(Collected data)
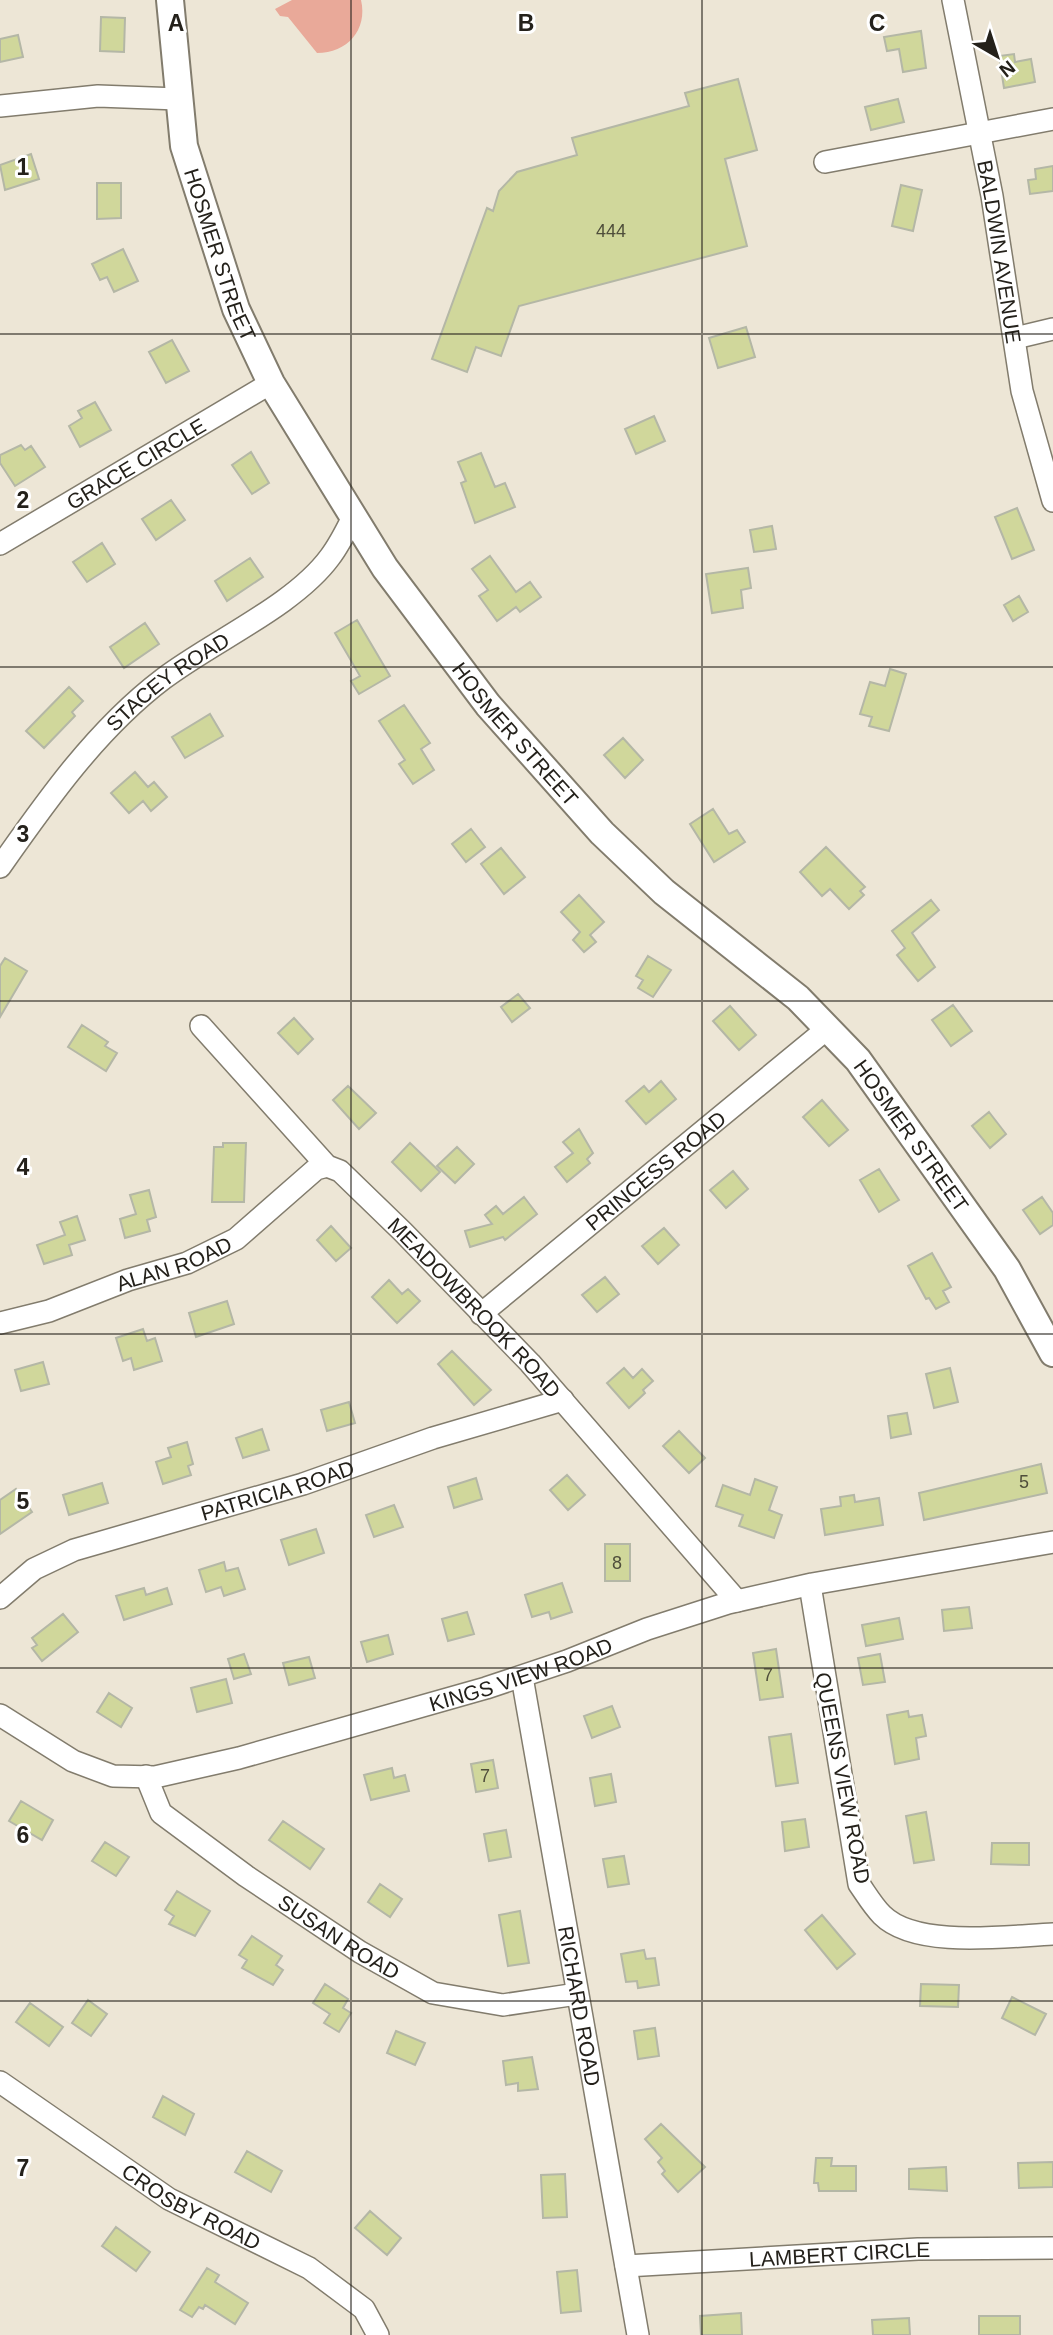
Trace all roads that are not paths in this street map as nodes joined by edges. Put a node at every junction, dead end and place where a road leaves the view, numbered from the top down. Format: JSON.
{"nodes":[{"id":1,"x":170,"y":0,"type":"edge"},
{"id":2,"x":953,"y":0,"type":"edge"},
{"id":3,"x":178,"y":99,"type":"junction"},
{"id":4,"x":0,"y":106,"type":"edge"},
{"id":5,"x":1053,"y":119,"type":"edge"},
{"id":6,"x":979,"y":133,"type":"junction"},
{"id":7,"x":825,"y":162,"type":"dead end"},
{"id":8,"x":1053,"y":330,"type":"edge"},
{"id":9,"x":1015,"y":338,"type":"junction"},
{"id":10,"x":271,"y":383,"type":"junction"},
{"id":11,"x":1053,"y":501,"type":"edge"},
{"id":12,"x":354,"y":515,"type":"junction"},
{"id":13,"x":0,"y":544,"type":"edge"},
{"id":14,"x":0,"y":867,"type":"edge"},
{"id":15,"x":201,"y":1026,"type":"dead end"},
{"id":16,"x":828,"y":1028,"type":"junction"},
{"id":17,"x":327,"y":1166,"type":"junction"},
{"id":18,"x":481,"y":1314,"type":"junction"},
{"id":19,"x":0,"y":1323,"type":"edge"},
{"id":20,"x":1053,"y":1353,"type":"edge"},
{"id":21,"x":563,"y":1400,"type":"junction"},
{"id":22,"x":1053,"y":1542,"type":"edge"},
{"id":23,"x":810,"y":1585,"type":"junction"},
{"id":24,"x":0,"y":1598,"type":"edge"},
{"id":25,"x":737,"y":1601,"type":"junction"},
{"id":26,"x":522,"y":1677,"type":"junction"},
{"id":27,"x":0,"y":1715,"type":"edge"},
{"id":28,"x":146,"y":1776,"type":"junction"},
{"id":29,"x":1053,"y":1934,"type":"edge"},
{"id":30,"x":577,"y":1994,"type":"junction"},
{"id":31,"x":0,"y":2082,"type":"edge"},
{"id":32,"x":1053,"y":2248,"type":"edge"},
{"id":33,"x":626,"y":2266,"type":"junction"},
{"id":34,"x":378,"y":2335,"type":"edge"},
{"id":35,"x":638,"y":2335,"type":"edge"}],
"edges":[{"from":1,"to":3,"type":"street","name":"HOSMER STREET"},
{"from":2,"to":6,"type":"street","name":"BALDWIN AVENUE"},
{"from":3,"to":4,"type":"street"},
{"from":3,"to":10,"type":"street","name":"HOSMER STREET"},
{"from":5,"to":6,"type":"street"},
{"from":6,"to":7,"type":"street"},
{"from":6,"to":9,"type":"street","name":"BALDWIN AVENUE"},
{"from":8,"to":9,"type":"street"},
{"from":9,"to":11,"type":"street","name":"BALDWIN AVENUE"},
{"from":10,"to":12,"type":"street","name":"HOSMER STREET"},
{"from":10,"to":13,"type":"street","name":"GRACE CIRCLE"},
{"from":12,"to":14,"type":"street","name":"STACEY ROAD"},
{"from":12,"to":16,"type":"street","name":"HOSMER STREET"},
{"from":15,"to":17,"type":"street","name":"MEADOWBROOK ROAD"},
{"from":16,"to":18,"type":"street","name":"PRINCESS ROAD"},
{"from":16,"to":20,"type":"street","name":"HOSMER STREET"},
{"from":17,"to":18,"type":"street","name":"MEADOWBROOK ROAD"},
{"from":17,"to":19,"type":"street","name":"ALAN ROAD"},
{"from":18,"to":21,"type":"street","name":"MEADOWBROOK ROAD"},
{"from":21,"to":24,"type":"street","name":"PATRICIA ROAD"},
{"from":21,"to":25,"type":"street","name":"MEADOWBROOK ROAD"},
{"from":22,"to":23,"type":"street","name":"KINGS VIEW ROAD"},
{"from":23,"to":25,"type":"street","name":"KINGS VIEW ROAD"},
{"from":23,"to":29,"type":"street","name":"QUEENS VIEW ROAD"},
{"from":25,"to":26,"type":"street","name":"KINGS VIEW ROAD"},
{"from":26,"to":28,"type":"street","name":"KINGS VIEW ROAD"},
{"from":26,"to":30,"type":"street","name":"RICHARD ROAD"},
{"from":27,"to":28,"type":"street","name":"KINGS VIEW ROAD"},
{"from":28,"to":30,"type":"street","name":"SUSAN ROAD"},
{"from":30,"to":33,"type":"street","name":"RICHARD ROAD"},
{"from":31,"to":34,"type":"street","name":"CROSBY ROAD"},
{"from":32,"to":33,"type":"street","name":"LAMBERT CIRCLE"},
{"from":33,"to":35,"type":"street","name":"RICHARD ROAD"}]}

__INSTRUCTIONS FOR THE TASK__. For each line of the entries that contains the word "RICHARD", make a copy.

__RESPONSE BELOW__.
{"from":26,"to":30,"type":"street","name":"RICHARD ROAD"},
{"from":30,"to":33,"type":"street","name":"RICHARD ROAD"},
{"from":33,"to":35,"type":"street","name":"RICHARD ROAD"}]}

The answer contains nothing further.